Sony setzt auf magnetische Switches vom Typ Gateron 2.0 Double-Rail Magnetic Nebula. Diese sogenannten Hall-Effect-Schalter arbeiten berührungslos über Magnetfelder, was mehrere Vorteile mit sich bringt: kein mechanischer Verschleiß, keine Entprellzeiten und ein gleichbleibend konsistentes Tippgefühl über die gesamte Lebensdauer. Der Auslösepunkt lässt sich für jede einzelne Taste zwischen 0,1 und 3,4 Millimetern einstellen. Wer etwa die Bewegungstasten besonders empfindlich und die Fähigkeitstasten mit mehr Widerstand bevorzugt, kann das individuell konfigurieren.

Mit einer Abfragerate von 8000 Hz sendet die Tastatur ihre Eingaben achtmal häufiger an den Rechner als die meisten Gaming-Tastaturen mit üblichen 1000 Hz. In der Praxis bedeutet das: Tastenanschläge werden praktisch verzögerungsfrei registriert. Für den gedämpften, angenehmen Anschlag sorgt eine Gasket-Mount-Konstruktion, bei der die Platine zwischen weichen Dichtungen sitzt. Das reduziert Vibrationen und erzeugt ein tiefes, sattes Tippgeräusch ohne Klappern.

Premium-Materialien und kompaktes Format

Das Gehäuse besteht aus CNC-gefrästem Aluminium und verleiht der Tastatur ein angenehmes Gewicht sowie eine solide Haptik. Die Tastenkappen sind aus Double-Shot-PBT gefertigt, einem besonders widerstandsfähigen Kunststoff, der auch nach intensiver Nutzung nicht abgreift oder glänzt. Sony hat sich für ein 75-Prozent-Layout entschieden: Die Pfeiltasten und eine F-Reihe bleiben erhalten, während der Ziffernblock wegfällt. Das spart Platz auf dem Schreibtisch und gibt der Maus mehr Bewegungsfreiraum.

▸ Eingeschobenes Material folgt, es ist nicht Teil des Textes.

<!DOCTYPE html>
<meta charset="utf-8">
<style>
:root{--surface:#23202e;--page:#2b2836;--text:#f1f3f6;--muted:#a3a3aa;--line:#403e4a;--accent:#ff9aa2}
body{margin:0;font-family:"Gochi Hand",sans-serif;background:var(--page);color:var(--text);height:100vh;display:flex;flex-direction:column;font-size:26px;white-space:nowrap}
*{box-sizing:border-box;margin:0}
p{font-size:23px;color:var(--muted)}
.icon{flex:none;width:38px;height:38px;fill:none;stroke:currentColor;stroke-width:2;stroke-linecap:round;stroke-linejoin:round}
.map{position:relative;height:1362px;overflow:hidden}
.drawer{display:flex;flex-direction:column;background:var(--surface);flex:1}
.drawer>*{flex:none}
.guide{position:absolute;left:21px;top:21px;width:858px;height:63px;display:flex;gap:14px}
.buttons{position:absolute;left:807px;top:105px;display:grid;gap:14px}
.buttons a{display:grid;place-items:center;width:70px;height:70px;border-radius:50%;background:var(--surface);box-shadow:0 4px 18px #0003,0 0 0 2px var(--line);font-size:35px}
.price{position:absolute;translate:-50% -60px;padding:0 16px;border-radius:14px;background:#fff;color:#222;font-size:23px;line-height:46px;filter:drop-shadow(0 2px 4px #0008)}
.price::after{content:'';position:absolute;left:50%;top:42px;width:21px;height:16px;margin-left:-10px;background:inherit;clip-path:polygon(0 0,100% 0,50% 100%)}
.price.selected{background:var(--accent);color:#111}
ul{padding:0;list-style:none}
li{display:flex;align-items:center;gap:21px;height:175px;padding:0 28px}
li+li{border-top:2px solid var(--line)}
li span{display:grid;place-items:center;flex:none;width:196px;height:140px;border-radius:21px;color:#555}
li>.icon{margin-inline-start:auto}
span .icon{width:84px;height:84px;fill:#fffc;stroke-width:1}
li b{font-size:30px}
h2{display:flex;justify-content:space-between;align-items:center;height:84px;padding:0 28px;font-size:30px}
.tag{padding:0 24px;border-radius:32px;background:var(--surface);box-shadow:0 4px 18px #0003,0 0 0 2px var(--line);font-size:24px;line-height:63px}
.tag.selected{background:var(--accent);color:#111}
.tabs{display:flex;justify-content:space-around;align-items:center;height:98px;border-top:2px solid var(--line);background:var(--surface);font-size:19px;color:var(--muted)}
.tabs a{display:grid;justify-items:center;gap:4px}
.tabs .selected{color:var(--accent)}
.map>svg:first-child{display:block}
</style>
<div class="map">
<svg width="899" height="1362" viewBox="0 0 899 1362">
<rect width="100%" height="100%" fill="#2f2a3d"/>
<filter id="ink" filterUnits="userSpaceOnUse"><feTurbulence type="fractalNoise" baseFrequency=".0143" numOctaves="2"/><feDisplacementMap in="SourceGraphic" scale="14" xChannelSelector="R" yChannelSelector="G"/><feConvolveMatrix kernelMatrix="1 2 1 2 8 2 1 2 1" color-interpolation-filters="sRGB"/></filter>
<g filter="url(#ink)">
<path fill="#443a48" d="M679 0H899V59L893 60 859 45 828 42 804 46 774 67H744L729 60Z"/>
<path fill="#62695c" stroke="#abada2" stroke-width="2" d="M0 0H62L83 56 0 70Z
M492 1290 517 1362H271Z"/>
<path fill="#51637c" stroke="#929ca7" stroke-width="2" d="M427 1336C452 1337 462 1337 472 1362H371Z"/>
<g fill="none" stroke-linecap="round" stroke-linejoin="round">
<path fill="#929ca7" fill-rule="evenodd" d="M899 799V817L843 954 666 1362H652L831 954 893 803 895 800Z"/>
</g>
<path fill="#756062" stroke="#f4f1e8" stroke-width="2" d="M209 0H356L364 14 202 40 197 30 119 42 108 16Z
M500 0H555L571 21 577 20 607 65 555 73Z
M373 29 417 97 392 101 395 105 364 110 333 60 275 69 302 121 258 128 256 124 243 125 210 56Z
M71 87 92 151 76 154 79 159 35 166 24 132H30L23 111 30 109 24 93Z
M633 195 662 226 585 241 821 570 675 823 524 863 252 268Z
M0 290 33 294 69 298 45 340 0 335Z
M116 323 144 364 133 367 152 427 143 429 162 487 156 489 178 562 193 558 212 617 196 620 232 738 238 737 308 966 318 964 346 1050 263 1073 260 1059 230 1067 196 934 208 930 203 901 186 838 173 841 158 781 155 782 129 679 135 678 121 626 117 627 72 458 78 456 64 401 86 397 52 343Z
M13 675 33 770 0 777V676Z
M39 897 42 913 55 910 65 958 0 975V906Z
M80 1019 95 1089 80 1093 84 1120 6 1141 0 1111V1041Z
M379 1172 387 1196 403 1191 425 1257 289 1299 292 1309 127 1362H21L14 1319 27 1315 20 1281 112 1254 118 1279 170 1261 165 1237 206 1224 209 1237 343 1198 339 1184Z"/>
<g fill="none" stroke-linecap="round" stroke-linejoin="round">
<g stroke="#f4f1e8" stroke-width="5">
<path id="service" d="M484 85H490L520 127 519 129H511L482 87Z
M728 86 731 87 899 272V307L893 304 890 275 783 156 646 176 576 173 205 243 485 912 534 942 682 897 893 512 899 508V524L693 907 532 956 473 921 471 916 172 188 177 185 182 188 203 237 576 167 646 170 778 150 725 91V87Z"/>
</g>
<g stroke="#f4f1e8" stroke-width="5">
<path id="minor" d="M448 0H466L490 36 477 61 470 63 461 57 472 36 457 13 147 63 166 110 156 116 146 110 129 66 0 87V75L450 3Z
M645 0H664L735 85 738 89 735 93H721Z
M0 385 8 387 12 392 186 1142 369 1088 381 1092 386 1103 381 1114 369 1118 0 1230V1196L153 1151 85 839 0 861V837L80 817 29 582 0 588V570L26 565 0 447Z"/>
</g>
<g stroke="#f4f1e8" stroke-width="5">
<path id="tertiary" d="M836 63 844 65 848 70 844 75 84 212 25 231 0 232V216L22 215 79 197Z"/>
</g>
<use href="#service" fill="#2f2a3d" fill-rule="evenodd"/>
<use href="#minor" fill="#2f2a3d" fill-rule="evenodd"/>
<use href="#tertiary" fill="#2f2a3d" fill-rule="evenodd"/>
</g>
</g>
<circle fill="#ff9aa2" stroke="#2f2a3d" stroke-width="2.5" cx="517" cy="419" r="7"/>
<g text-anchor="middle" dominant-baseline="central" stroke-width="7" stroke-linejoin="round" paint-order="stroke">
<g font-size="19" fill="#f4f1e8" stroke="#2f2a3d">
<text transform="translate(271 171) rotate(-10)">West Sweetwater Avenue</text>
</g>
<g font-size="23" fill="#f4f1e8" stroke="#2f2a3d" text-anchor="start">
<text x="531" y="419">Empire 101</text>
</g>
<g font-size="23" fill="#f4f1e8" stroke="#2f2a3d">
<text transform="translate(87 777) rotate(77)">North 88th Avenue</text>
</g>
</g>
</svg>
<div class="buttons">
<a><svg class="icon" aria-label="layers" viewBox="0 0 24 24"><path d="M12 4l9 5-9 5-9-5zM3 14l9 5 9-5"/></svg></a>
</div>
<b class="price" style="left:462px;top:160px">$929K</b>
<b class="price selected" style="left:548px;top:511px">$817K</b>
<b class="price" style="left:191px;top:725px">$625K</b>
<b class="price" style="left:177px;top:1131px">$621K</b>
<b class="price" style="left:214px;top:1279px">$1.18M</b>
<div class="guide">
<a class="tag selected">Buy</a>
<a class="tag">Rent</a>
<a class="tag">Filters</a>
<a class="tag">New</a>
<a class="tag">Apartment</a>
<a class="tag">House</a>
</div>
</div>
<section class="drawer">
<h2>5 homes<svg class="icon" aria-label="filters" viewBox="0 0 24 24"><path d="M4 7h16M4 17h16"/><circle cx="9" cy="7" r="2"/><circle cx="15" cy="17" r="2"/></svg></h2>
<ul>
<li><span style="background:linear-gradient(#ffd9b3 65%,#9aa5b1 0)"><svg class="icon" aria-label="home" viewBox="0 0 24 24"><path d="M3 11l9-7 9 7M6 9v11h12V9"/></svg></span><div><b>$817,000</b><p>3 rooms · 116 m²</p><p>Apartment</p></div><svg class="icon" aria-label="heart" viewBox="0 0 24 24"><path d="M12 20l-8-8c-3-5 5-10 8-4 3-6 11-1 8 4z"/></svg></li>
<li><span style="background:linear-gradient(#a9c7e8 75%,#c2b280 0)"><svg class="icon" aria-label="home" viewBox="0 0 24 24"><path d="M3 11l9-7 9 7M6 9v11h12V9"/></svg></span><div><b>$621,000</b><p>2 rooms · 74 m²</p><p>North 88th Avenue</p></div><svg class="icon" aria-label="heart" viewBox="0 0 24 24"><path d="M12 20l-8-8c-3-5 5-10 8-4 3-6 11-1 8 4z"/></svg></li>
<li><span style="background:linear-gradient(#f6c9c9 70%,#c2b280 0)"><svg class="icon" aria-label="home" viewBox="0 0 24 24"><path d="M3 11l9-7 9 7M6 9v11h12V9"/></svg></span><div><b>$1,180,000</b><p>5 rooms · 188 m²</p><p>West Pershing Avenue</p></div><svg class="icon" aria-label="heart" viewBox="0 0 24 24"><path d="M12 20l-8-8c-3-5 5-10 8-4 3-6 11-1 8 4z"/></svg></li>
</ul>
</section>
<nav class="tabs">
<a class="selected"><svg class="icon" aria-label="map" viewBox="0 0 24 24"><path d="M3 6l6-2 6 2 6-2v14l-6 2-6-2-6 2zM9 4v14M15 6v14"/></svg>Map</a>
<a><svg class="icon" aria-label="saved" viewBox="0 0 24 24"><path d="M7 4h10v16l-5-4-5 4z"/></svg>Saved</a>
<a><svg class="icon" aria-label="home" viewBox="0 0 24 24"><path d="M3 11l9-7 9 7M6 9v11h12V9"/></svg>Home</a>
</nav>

Oben rechts sitzt ein Drehregler zur Lautstärkeregelung. Die RGB-Beleuchtung lässt sich über die INZONE Hub Software anpassen, die wahlweise als Windows-Programm oder direkt im Browser läuft. Dort finden sich auch alle Einstellungen für Auslösepunkte, Rapid Trigger, Tastenbelegungen und Profile. Die Konfigurationsmöglichkeiten sind umfangreich, die Software-Oberfläche allerdings bei vielen Neuzuweisungen etwas unübersichtlich.

Preis und Konkurrenz

Mit einer unverbindlichen Preisempfehlung von 299 Euro positioniert sich die INZONE KBD-H75 im oberen Premium-Segment. Das ist selbst für eine Tastatur mit Hall-Effect-Switches und Aluminiumgehäuse kein Schnäppchen. Konkurrenten wie die Wooting 80 HE oder die Keychron K2 HE bieten vergleichbare Technik teils günstiger an. Wer allerdings Wert auf das Sony-Ökosystem legt und bereits andere INZONE-Produkte wie die Monitore oder Headsets nutzt, findet in der KBD-H75 eine stimmige Ergänzung.

Die Tastatur ist ab sofort im deutschen Handel erhältlich. Neben dem deutschen Layout wurden auch britische, französische und nordische Varianten nachgereicht.